Kathleen Kennedy Townsend
Failing America's Faithful (Warner)
After a few pages—even a few sentences—of this book, I almost put it down. Here's how it opens: "Now, more than ever before, we Americans are finding faith. We are improving our lives—learning through faith to be kind to ourselves, to our spouses and children, to our neighbors." The former lieutenant governor then goes on to note the popularity of The Passion of the Christ and the fact that 22 percent of Americans claimed "moral values" as the most important issue in the 2004 presidential election. These passages feel as if they were crafted by a focus group, instead of an author with unique insight into religious life in the U.S. At this point, it's tempting to recall Townsend's similarly flat gubernatorial campaign and dismiss her book altogether. But those who stick with it will be rewarded with a candid, often compelling read, as Townsend examines how the concept of religious faith has evolved and been manipulated for political gain over the past few decades. By book's end, she's questioning, "Why has the language of justice lost its power? Why have we let it be displaced by partisan rhetoric? Jesus didn't use talking points." If Townsend had abandoned her talking points and asked such questions in 2002, she may have won an election instead of a book contract.
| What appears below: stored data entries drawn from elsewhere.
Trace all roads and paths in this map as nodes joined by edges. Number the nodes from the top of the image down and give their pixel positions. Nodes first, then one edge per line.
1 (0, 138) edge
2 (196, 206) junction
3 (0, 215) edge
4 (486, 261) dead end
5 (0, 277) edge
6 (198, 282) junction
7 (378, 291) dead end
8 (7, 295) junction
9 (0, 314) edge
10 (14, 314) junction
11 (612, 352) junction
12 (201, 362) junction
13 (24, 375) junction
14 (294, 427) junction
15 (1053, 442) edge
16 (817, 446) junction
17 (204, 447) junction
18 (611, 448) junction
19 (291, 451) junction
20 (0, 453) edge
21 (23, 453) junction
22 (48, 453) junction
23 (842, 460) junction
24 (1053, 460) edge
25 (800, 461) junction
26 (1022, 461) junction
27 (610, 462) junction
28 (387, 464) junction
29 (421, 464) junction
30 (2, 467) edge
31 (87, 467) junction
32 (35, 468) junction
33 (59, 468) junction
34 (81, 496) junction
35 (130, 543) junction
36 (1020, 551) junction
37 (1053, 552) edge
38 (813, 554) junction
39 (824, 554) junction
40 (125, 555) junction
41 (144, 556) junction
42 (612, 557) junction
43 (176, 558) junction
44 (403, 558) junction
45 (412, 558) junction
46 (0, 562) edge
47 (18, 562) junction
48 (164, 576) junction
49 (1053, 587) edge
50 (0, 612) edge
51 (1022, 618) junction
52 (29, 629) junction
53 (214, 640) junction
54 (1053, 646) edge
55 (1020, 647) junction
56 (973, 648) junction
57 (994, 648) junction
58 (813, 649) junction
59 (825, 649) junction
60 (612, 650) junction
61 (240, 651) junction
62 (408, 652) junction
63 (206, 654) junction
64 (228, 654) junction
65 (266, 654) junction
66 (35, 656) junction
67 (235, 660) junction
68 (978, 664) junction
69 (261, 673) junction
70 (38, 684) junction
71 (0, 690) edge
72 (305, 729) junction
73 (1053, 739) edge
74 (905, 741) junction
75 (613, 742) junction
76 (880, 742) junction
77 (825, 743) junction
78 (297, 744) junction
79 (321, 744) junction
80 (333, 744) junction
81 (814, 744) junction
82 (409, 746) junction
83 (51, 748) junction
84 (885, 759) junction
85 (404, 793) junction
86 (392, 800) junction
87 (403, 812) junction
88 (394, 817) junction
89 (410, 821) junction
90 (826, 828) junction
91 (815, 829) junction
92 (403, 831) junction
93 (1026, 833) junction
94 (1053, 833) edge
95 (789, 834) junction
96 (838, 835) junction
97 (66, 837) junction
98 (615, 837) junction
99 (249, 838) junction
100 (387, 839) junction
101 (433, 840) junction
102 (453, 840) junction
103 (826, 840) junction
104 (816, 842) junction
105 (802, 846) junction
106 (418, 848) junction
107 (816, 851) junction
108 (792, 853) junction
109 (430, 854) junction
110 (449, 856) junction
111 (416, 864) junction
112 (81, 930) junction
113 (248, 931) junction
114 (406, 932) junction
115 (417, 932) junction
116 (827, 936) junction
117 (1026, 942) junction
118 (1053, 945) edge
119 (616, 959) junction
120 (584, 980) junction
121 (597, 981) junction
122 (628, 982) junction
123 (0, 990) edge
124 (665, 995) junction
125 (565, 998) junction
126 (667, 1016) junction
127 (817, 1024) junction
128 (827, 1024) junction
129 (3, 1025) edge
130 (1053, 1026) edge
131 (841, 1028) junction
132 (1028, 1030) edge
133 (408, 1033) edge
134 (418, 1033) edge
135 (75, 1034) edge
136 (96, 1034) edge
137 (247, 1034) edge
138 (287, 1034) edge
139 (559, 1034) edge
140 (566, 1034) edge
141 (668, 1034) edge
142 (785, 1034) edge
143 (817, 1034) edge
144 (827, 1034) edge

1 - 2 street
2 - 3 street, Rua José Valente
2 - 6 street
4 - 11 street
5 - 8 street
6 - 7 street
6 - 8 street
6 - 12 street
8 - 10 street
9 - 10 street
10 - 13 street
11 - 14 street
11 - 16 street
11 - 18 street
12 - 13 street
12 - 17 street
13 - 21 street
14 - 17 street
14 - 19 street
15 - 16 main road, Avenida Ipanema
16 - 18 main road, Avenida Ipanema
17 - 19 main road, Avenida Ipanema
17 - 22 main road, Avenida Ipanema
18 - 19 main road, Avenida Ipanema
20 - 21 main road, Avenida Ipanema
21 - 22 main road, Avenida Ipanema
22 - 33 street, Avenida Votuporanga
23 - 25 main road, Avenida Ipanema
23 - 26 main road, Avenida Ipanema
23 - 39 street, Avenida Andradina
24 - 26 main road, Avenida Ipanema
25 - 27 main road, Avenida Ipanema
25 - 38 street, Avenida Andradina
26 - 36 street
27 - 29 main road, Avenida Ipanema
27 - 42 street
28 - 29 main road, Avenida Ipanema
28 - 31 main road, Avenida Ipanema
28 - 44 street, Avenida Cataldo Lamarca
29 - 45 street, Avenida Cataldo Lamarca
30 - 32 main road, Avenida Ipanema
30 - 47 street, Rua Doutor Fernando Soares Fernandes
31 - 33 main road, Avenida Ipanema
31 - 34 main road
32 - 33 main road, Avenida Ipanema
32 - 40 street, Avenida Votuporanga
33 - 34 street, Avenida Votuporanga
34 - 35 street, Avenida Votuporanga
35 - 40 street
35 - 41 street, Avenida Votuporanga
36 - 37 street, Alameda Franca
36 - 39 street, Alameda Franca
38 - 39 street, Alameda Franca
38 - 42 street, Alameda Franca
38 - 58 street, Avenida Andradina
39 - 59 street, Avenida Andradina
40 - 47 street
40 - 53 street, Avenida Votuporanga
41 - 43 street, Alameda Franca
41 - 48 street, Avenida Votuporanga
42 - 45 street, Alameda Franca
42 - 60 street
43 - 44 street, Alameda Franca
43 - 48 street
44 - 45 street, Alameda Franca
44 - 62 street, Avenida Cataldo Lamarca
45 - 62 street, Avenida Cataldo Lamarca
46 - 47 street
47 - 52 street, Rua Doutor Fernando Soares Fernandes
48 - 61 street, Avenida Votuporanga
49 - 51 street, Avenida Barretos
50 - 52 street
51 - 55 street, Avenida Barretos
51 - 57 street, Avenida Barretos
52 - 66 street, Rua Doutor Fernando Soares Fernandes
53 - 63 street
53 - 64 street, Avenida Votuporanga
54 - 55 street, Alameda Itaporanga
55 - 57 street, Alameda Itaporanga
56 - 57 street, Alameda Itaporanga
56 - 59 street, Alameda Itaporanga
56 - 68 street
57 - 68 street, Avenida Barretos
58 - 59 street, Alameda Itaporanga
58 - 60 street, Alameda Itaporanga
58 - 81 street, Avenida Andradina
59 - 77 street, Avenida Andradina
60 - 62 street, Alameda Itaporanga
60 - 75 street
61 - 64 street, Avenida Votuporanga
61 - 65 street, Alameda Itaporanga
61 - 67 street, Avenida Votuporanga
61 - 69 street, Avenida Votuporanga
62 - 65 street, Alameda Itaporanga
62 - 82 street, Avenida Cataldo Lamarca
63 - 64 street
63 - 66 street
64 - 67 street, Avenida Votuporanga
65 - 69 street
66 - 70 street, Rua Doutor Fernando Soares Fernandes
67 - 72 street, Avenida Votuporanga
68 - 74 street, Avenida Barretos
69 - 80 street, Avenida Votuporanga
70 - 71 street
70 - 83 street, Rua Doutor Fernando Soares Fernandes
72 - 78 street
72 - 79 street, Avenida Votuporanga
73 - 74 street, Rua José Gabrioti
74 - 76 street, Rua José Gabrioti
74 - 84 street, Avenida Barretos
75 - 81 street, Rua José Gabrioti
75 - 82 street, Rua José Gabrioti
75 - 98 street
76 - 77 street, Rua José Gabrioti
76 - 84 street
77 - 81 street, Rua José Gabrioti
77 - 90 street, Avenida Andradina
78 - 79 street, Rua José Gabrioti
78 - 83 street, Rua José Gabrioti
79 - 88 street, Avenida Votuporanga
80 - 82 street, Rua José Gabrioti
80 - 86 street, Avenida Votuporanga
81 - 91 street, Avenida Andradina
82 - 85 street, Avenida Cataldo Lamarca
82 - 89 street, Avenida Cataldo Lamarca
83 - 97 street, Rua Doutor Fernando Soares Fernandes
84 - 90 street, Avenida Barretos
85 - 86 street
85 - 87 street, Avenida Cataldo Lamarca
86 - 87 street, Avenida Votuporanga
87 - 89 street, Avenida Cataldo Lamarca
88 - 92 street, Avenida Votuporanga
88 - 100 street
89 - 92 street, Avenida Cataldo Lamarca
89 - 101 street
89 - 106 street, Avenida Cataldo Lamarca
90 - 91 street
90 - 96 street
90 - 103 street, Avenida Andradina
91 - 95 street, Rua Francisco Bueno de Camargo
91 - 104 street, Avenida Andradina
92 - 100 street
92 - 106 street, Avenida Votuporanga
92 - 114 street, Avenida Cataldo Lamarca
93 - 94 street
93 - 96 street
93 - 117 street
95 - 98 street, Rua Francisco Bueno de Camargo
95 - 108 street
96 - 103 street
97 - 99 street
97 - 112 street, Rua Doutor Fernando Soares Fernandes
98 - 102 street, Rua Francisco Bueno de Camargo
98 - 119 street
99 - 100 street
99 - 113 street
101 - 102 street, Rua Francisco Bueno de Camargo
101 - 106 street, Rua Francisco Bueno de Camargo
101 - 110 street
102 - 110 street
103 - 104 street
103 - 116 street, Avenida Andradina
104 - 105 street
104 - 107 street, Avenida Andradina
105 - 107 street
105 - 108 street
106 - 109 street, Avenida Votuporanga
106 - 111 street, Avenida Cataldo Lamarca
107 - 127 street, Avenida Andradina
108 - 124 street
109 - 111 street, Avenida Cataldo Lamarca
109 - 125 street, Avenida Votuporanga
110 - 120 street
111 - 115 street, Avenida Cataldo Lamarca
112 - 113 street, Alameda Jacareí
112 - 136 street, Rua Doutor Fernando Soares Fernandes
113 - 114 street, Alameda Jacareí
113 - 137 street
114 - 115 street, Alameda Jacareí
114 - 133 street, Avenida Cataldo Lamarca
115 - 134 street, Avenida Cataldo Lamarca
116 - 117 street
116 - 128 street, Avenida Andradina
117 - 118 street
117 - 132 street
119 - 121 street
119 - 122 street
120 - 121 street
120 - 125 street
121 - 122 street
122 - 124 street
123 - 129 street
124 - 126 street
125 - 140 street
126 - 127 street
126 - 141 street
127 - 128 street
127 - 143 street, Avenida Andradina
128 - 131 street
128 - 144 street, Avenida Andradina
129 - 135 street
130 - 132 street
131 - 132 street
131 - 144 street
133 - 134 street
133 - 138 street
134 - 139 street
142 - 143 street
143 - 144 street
The Colorful Apocalypse (University of Chicago)
This slim volume documents Bottoms's pilgrimage to meet with three visionary artists (William Thomas Thompson, Myrtice West, and Norbert Kox) and discuss the importance of religion in their work. Bottoms's travels bring him to Baltimore, where he meets with Thompson at AVAM. He points out the thornier aspects of Thompson's religious fanaticism, as it relates to his work and worldview. While Bottoms empathizes with a troubled artist struggling to make sense of the world, he also questions why galleries such as AVAM sometimes give such artists a pass when it comes to intolerance.
Such questions give the book something of an edge, but overall, it drifts. In fact, some stretches are maddening, as Bottoms simply hovers around his subjects. At AVAM, for instance, he tours an exhibit with Thompson and notes: "I linger over [a piece of artwork] until he says something I miss. We move on." Throughout the book, Bottoms constantly reminds the reader that he's "just talking, recording, making notes, trying to understand." And when he claims to be "feeling a bit lost inside his own project," it's easy to believe him.
James Tigner Jr.
Yesterday on the Chesapeake Bay (Schiffer)
This gorgeous book documents life on the Chesapeake Bay during the postcard era (roughly the first half of the 20th century). These hand-tinted and black-and-white postcard images offer a sublimely nostalgic view of the Bay's beaches, workboats, sporting activities, steamships, wharfs, and industries. With a nod to collectors, the book also gives an approximate value for each of the postcards.